DATA SHOWN:
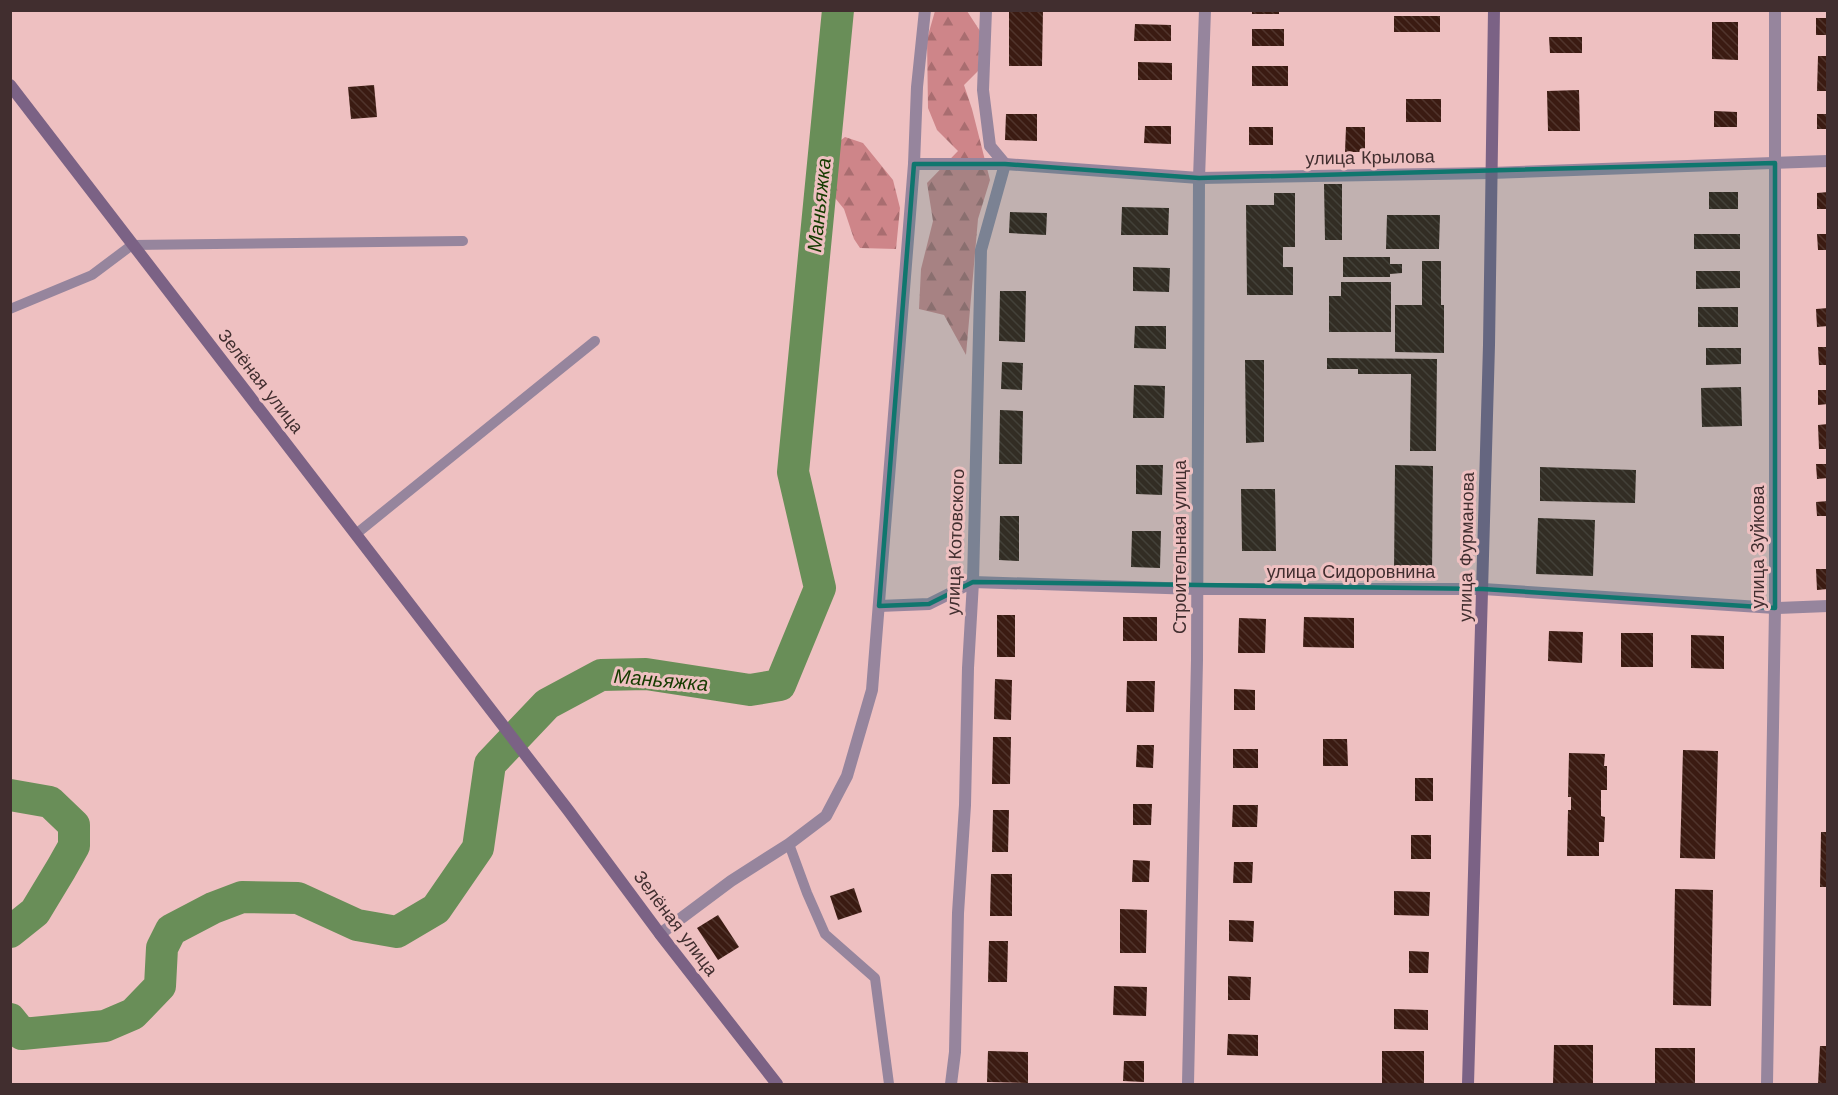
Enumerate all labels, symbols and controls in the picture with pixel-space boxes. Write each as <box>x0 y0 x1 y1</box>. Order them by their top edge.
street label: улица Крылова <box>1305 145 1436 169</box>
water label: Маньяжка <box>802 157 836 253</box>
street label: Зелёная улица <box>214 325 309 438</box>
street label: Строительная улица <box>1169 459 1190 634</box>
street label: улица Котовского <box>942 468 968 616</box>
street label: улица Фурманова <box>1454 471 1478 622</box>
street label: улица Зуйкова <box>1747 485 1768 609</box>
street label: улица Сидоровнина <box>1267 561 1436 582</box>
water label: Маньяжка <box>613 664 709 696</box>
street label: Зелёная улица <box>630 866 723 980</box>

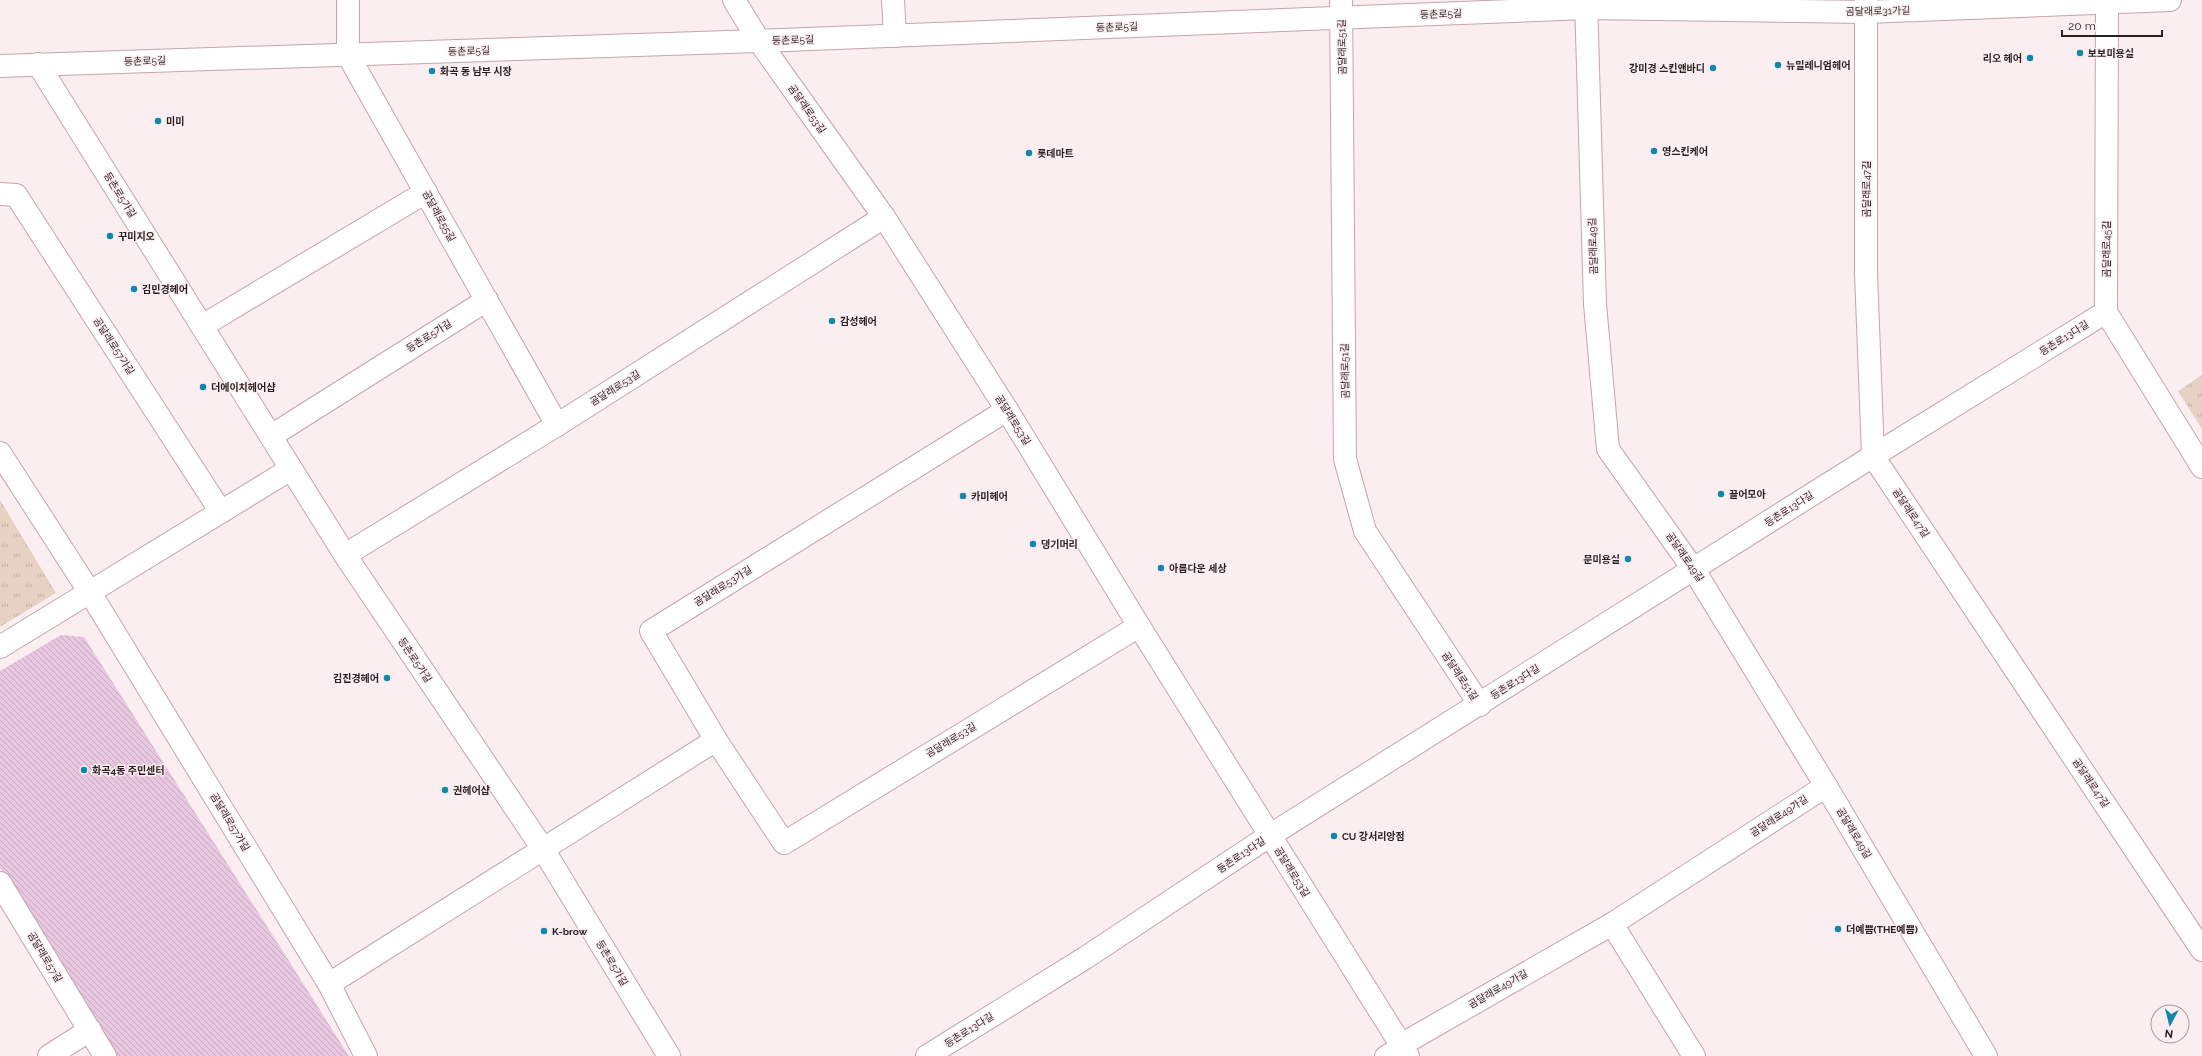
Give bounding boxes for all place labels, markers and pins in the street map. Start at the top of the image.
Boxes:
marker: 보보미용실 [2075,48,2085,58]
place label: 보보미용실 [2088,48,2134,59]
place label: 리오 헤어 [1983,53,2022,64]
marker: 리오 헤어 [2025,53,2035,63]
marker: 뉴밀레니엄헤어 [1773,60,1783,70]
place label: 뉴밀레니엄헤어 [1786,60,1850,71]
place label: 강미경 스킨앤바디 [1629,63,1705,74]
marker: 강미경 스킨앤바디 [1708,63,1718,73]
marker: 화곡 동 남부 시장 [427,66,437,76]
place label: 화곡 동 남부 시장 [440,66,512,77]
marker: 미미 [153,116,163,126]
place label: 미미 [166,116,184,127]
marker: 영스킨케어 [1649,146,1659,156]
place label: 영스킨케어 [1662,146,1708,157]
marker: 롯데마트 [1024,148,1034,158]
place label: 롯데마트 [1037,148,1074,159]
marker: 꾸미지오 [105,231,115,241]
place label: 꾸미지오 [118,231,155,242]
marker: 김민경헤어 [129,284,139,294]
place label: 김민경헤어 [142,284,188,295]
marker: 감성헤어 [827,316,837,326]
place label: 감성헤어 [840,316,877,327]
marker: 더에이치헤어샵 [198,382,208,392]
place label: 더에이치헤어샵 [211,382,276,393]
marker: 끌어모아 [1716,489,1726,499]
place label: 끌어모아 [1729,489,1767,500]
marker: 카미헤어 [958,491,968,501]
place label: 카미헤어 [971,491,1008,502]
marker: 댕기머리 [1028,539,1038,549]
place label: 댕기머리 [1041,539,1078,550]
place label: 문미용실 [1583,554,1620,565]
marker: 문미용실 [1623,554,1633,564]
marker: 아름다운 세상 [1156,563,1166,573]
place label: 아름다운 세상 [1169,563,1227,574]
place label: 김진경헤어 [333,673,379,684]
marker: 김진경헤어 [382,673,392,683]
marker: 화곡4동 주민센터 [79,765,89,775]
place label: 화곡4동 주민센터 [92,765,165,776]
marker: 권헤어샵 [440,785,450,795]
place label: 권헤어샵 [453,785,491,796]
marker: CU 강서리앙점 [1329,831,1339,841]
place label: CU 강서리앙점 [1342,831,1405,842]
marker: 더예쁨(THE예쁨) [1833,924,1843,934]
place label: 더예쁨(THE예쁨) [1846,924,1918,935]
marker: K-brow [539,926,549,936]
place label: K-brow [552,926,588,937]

WHAT YOU ARE ASKED TO DO: Each line of the listing above that contains the word "보보미용실" is to be copied.

RESPONSE TO THIS EXERCISE:
marker: 보보미용실 [2075,48,2085,58]
place label: 보보미용실 [2088,48,2134,59]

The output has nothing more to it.